The combined insight from studying AMPs across the tree of life and the adaptive evolution of AMPs will inform their application and the understanding of AMPs in their natural context.

In nature, AMPs are highly diverse, with most AMPs (more than 1000) described in Amphibia. They are released as synergistic cocktails in vivo. In vitro studies found that synergies are frequent and that other traits of AMPs result in a low probability of resistance evolution compared with conventional antibiotics.

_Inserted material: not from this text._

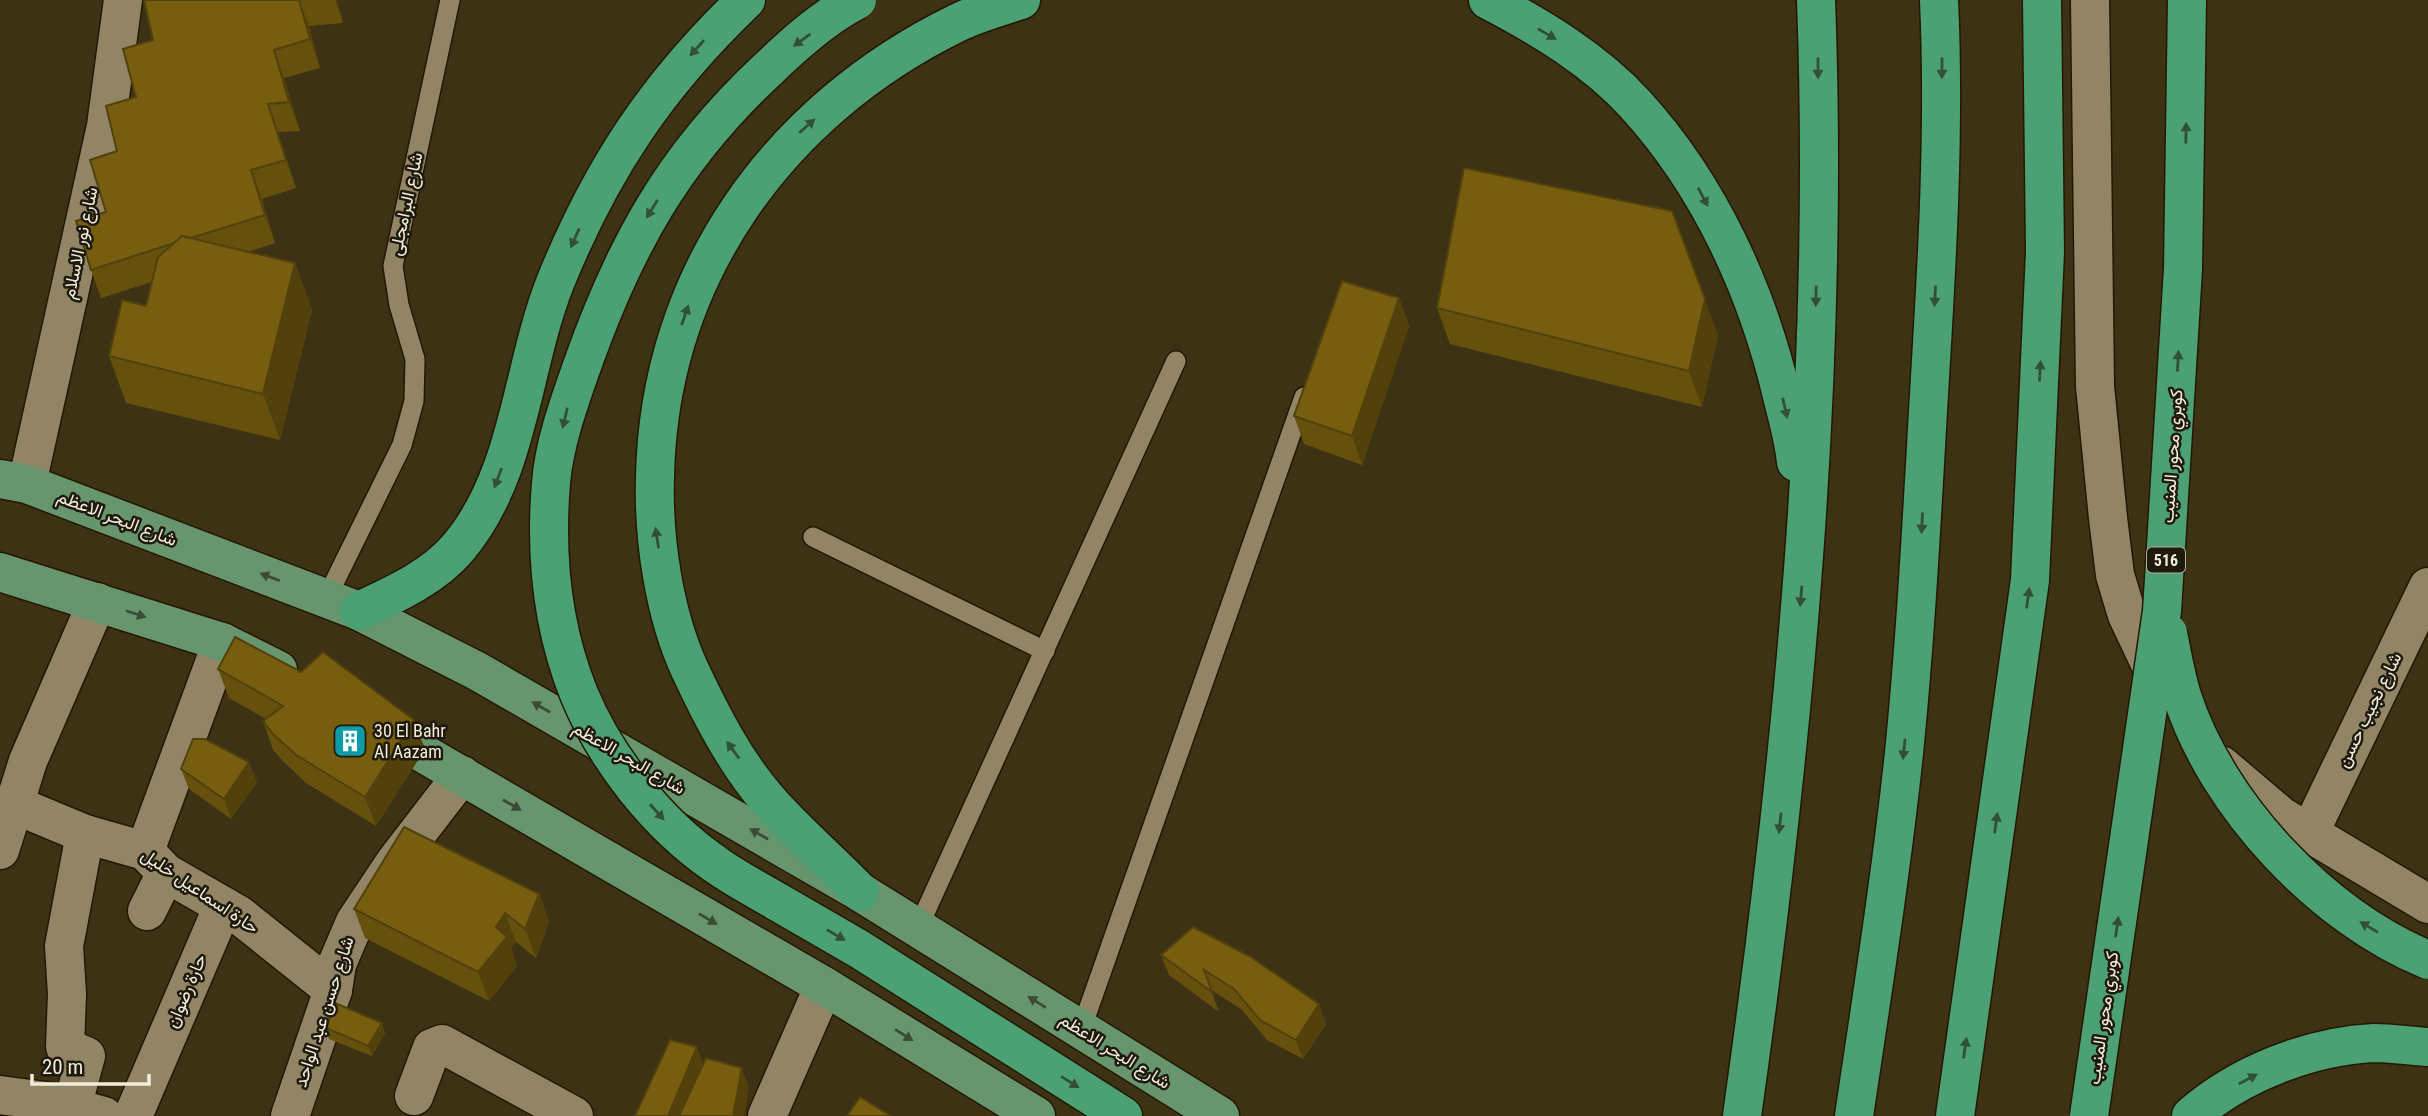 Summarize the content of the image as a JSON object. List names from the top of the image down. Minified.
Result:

Antimicrobial peptides (AMPs) are essential components of immune defenses of multicellular organisms and are currently in development as anti-infective drugs. AMPs have been classically assumed to have broad-spectrum activity and simple kinetics, but recent evidence suggests an unexpected degree of specificity and a high capacity for synergies. Deeper evaluation of the molecular evolution and population genetics of AMP genes reveals more evidence for adaptive maintenance of polymorphism in AMP genes than has previously been appreciated, as well as adaptive loss of AMP activity. AMPs exhibit pharmacodynamic properties that reduce the evolution of resistance in target microbes, and AMPs may synergize with one another and with conventional antibiotics. Both of these properties make AMPs attractive for translational applications. However, if AMPs are to be used clinically, it is crucial to understand their natural biology in order to lessen the risk of collateral harm and avoid the crisis of resistance now facing conventional antibiotics.